**What is required**
Transcribe all of the records word for word, but omit the pictures.

**Information**
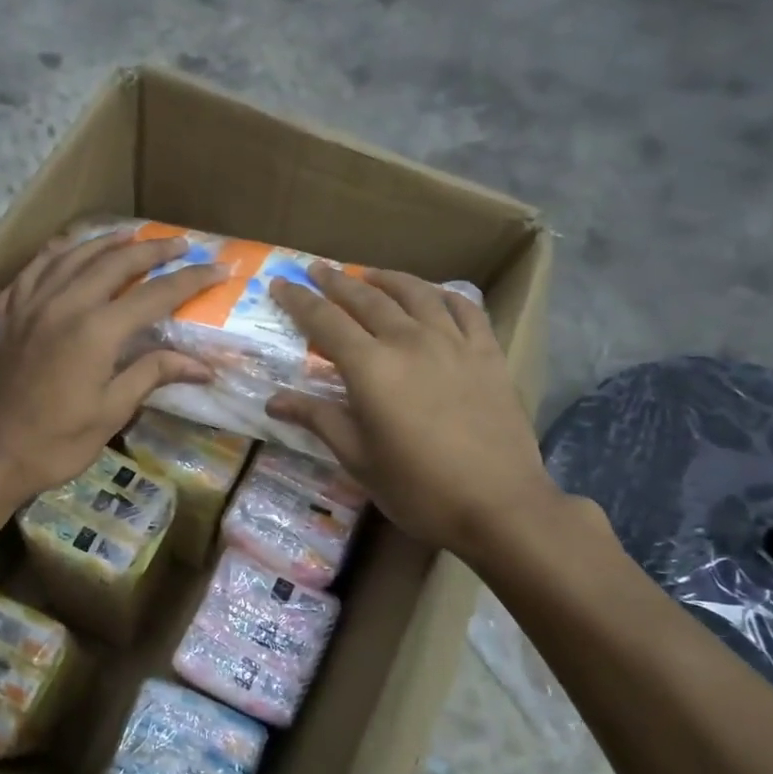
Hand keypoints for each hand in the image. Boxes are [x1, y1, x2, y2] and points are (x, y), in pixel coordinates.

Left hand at [0, 232, 220, 507]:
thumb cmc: (56, 442)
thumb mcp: (111, 412)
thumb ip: (152, 375)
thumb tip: (203, 367)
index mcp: (96, 331)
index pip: (155, 295)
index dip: (190, 280)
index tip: (219, 268)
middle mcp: (65, 304)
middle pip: (116, 262)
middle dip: (153, 250)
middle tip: (182, 244)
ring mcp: (34, 305)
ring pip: (75, 255)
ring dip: (108, 242)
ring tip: (133, 236)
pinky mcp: (13, 315)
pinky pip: (36, 268)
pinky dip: (59, 252)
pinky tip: (70, 249)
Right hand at [266, 266, 562, 554]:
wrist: (499, 504)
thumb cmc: (418, 488)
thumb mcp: (358, 459)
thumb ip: (318, 420)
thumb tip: (273, 402)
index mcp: (371, 368)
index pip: (325, 321)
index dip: (299, 300)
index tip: (280, 283)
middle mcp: (409, 341)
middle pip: (367, 299)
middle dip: (337, 282)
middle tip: (317, 269)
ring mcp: (453, 343)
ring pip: (416, 294)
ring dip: (387, 280)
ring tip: (370, 275)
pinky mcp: (488, 354)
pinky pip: (465, 309)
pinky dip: (444, 295)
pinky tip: (434, 295)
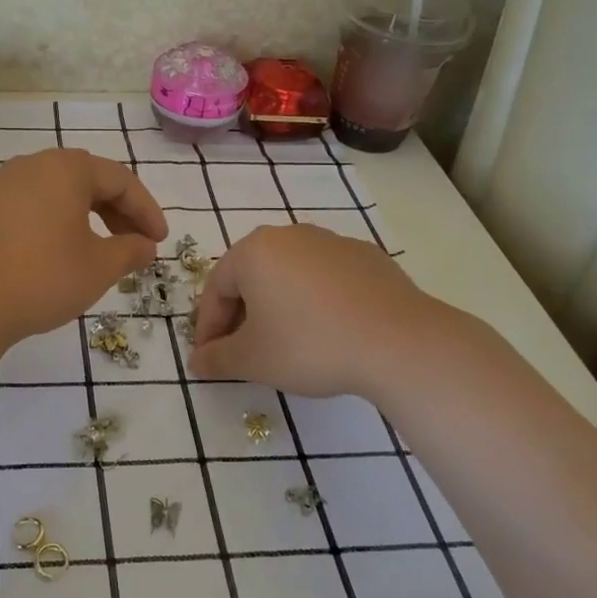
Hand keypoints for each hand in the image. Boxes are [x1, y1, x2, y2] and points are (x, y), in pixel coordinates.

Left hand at [0, 149, 167, 355]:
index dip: (146, 210)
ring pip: (56, 195)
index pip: (120, 180)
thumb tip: (145, 245)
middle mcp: (31, 166)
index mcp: (65, 169)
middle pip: (86, 181)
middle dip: (117, 212)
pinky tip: (55, 256)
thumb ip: (130, 251)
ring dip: (85, 219)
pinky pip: (29, 209)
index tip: (160, 241)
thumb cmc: (41, 277)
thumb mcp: (98, 267)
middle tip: (135, 245)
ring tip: (99, 252)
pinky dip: (53, 225)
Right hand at [189, 224, 459, 398]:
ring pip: (289, 274)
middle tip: (243, 351)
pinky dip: (316, 301)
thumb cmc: (309, 345)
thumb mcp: (252, 360)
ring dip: (278, 305)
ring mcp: (331, 242)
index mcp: (253, 251)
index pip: (216, 288)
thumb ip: (217, 359)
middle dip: (241, 314)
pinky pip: (326, 278)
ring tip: (286, 342)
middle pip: (251, 276)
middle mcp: (289, 235)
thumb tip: (197, 362)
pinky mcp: (367, 257)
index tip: (210, 359)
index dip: (208, 327)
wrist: (399, 342)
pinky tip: (327, 331)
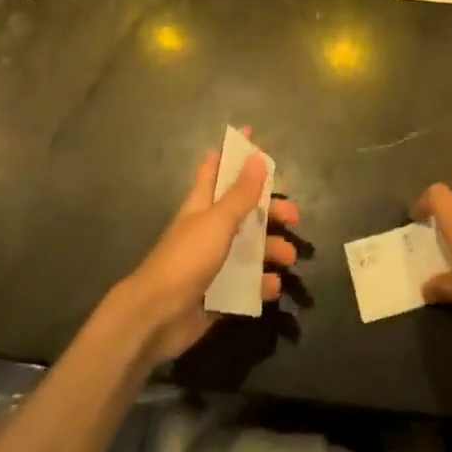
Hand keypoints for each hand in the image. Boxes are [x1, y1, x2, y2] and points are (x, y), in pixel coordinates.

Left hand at [116, 141, 300, 366]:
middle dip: (269, 210)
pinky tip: (273, 286)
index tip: (251, 135)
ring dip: (271, 250)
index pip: (217, 169)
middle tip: (294, 215)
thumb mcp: (218, 222)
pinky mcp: (217, 293)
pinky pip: (246, 284)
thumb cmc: (186, 259)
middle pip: (243, 211)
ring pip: (249, 248)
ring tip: (290, 258)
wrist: (156, 316)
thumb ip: (240, 194)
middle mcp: (208, 230)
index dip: (233, 152)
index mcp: (202, 206)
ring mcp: (212, 262)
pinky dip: (261, 284)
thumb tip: (258, 157)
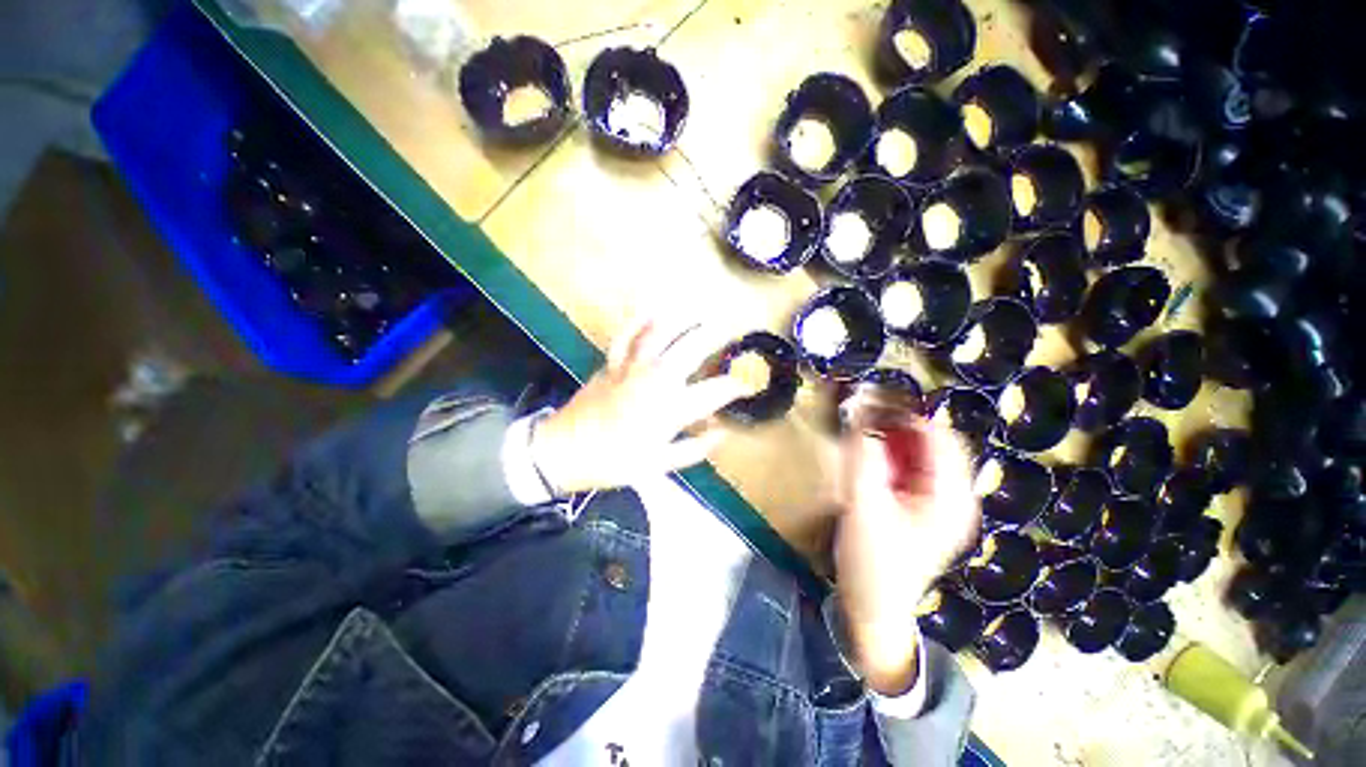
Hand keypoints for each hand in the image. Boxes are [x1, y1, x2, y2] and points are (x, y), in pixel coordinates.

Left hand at [530, 317, 747, 494]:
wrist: (565, 451)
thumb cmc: (615, 461)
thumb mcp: (660, 465)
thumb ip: (695, 448)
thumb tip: (721, 433)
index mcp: (671, 408)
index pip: (715, 391)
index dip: (735, 387)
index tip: (746, 386)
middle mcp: (656, 380)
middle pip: (692, 348)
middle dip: (715, 335)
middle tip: (730, 328)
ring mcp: (632, 366)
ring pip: (661, 333)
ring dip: (683, 318)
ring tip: (699, 309)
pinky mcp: (612, 362)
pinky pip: (627, 335)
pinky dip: (639, 320)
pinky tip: (651, 309)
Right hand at [834, 414, 979, 694]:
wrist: (875, 608)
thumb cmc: (873, 563)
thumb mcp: (863, 505)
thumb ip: (862, 457)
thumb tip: (859, 412)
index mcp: (951, 497)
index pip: (939, 437)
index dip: (906, 413)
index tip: (871, 400)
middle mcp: (955, 496)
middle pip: (933, 442)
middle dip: (898, 425)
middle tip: (862, 417)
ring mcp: (941, 503)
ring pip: (921, 453)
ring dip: (892, 439)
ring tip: (862, 437)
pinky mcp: (923, 507)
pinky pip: (911, 469)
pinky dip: (890, 456)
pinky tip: (869, 461)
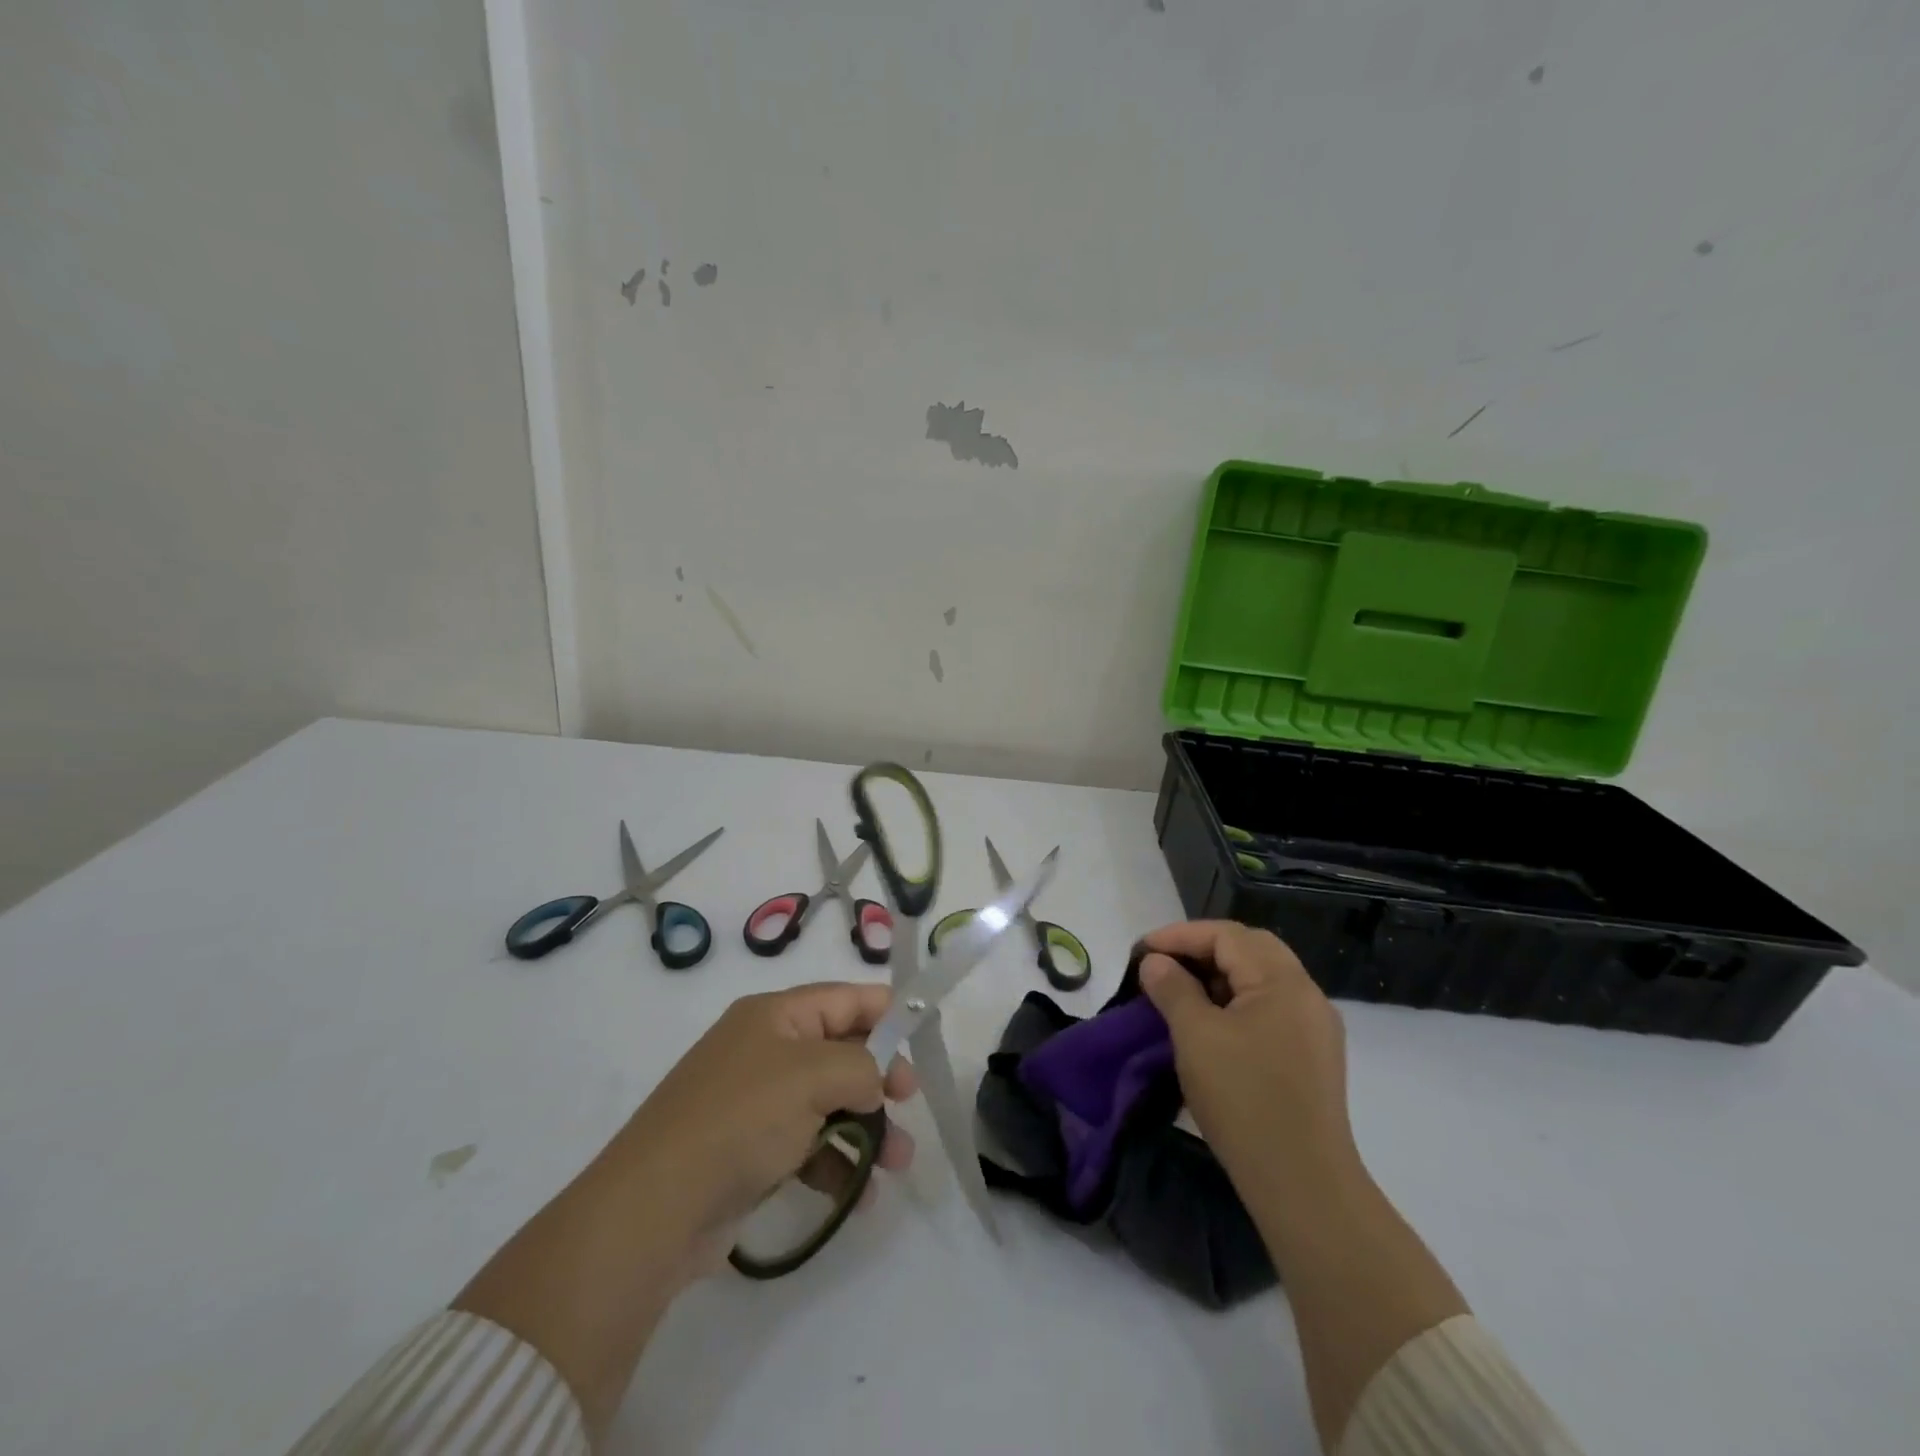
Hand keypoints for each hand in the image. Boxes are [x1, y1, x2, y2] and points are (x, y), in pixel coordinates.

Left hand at [617, 982, 916, 1273]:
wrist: (655, 1209)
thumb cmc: (741, 1119)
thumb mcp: (813, 1076)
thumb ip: (863, 1067)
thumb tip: (876, 1083)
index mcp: (775, 1016)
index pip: (844, 999)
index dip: (887, 1013)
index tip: (924, 1039)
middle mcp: (765, 1050)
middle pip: (841, 1052)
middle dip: (881, 1080)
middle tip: (910, 1103)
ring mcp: (757, 1103)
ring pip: (829, 1103)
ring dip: (868, 1129)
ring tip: (898, 1163)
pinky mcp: (751, 1152)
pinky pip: (809, 1146)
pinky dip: (838, 1164)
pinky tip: (861, 1196)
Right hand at [1137, 921, 1356, 1197]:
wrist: (1302, 1184)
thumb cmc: (1244, 1099)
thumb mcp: (1196, 1036)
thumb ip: (1173, 989)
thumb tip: (1157, 963)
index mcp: (1283, 982)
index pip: (1227, 935)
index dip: (1180, 936)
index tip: (1141, 951)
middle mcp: (1307, 995)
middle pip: (1249, 949)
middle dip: (1202, 949)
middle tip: (1162, 964)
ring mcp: (1314, 1028)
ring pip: (1261, 979)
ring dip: (1218, 976)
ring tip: (1179, 992)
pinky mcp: (1312, 1057)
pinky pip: (1270, 1008)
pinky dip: (1236, 1002)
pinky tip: (1210, 1024)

**Task answer**
Hand keypoints for each hand in the image. Boxes are [x1, y1, x2, y2] and points are (x, y), in pixel coordinates.

Left hand at [0, 232, 220, 507]:
thumb cmc: (56, 442)
thumb mcp: (111, 412)
thumb ip: (152, 375)
thumb tip: (203, 367)
index mcp: (96, 331)
index pip: (155, 295)
index dip: (190, 280)
index tip: (219, 268)
middle mcp: (65, 304)
middle pip: (116, 262)
middle dip: (153, 250)
middle tip: (182, 244)
ring mcp: (34, 305)
ring pip: (75, 255)
ring dip: (108, 242)
ring tip: (133, 236)
pinky mcp: (13, 315)
pinky pip: (36, 268)
pinky dip: (59, 252)
pinky tip: (70, 249)
Right hand at [266, 266, 562, 554]:
wrist: (499, 504)
thumb cmc: (418, 488)
thumb mcp: (358, 459)
thumb ip: (318, 420)
thumb tip: (273, 402)
index mcp: (371, 368)
index pip: (325, 321)
index dip: (299, 300)
index tip: (280, 283)
middle mcp: (409, 341)
middle pip: (367, 299)
middle dip: (337, 282)
middle tip: (317, 269)
ring mcp: (453, 343)
ring pip: (416, 294)
ring dip: (387, 280)
ring tip: (370, 275)
pinky mcp: (488, 354)
pinky pip: (465, 309)
pinky dip: (444, 295)
pinky tip: (434, 295)
Hand keypoints for each hand in the image. Boxes are [x1, y1, x2, y2] and points are (x, y), in pixel coordinates.

Left hand at [0, 149, 167, 355]:
index dip: (146, 210)
ring pip: (56, 195)
index pip: (120, 180)
thumb tip: (145, 245)
middle mcp: (31, 166)
index mcp: (65, 169)
middle pip: (86, 181)
middle dip: (117, 212)
pinky tip: (55, 256)
thumb ip: (130, 251)
ring dip: (85, 219)
pinky pip: (29, 209)
index tip: (160, 241)
thumb cmc: (41, 277)
thumb mcp: (98, 267)
middle tip: (135, 245)
ring tip: (99, 252)
pinky dip: (53, 225)
Right hand at [189, 224, 459, 398]:
ring pip: (289, 274)
middle tip: (243, 351)
pinky dip: (316, 301)
thumb cmc: (309, 345)
thumb mcp: (252, 360)
ring dip: (278, 305)
ring mcp: (331, 242)
index mcp: (253, 251)
index pip: (216, 288)
thumb ip: (217, 359)
middle dip: (241, 314)
pinky pip: (326, 278)
ring tip: (286, 342)
middle pip: (251, 276)
middle mcp: (289, 235)
thumb tip: (197, 362)
pinky mcp: (367, 257)
index tip: (210, 359)
index dip: (208, 327)
wrist: (399, 342)
pinky tip: (327, 331)
Hand keypoints for each hand in the image. Boxes are [x1, y1, x2, y2] and points are (x, y), in pixel coordinates.

Left hand at [116, 141, 300, 366]:
middle dip: (269, 210)
pinky tip: (273, 286)
index tip: (251, 135)
ring dip: (271, 250)
index pip: (217, 169)
middle tip: (294, 215)
thumb mcp: (218, 222)
pinky mcp: (217, 293)
pinky pip: (246, 284)
thumb cmc: (186, 259)
middle pip: (243, 211)
ring pip: (249, 248)
ring tip: (290, 258)
wrist: (156, 316)
thumb ip: (240, 194)
middle mcp: (208, 230)
index dip: (233, 152)
index mcp: (202, 206)
ring mcp: (212, 262)
pinky dip: (261, 284)
thumb tip: (258, 157)
Hand keypoints for each hand in the image. Boxes are [x1, y1, x2, y2] and points are (x, y), in pixel coordinates.

Left hand at [530, 317, 747, 494]:
wrist: (565, 451)
thumb cmc: (615, 461)
thumb mcp: (660, 465)
thumb ip: (695, 448)
thumb tip: (721, 433)
index mcp: (671, 408)
index pip: (715, 391)
index dip: (735, 387)
index tip: (746, 386)
middle mcp: (656, 380)
middle pip: (692, 348)
middle dip: (715, 335)
middle tip: (730, 328)
ring mcp: (632, 366)
ring pip: (661, 333)
ring dip: (683, 318)
ring tip: (699, 309)
pinky mcp: (612, 362)
pinky pip: (627, 335)
pinky dip: (639, 320)
pinky tip: (651, 309)
Right hand at [834, 414, 979, 694]:
wrist: (875, 608)
thumb cmc: (873, 563)
thumb mcp: (863, 505)
thumb ip: (862, 457)
thumb tip: (859, 412)
index mcp: (951, 497)
index pip: (939, 437)
index dip: (906, 413)
index tip: (871, 400)
middle mcp: (955, 496)
middle pip: (933, 442)
middle dip: (898, 425)
middle tip: (862, 417)
ring mcp: (941, 503)
ring pip: (921, 453)
ring dip: (892, 439)
ring tip: (862, 437)
pinky mcp: (923, 507)
pinky pip: (911, 469)
pinky dip: (890, 456)
pinky tip: (869, 461)
Hand keypoints for each hand in the image. Boxes are [x1, y1, x2, y2] and points are (x, y), in pixel coordinates.

Left hand at [617, 982, 916, 1273]:
wrist: (655, 1209)
thumb cmc: (741, 1119)
thumb mcp: (813, 1076)
thumb ip: (863, 1067)
thumb tip: (876, 1083)
index mcp: (775, 1016)
index pip: (844, 999)
index dip: (887, 1013)
index tip: (924, 1039)
middle mcp: (765, 1050)
middle pip: (841, 1052)
middle dip: (881, 1080)
middle tip: (910, 1103)
ring mcp: (757, 1103)
ring pip: (829, 1103)
ring dip: (868, 1129)
ring tip: (898, 1163)
pinky mcp: (751, 1152)
pinky pip: (809, 1146)
pinky dip: (838, 1164)
pinky tip: (861, 1196)
Right hand at [1137, 921, 1356, 1197]:
wrist: (1302, 1184)
thumb cmc: (1244, 1099)
thumb mcp: (1196, 1036)
thumb ip: (1173, 989)
thumb tip: (1157, 963)
index mcp: (1283, 982)
index pip: (1227, 935)
index dip: (1180, 936)
index tip: (1141, 951)
middle mcp: (1307, 995)
middle pip: (1249, 949)
middle dip: (1202, 949)
middle tip: (1162, 964)
ring mcp: (1314, 1028)
ring pip: (1261, 979)
ring dip: (1218, 976)
ring tip: (1179, 992)
pinky mcp: (1312, 1057)
pinky pip: (1270, 1008)
pinky dip: (1236, 1002)
pinky tip: (1210, 1024)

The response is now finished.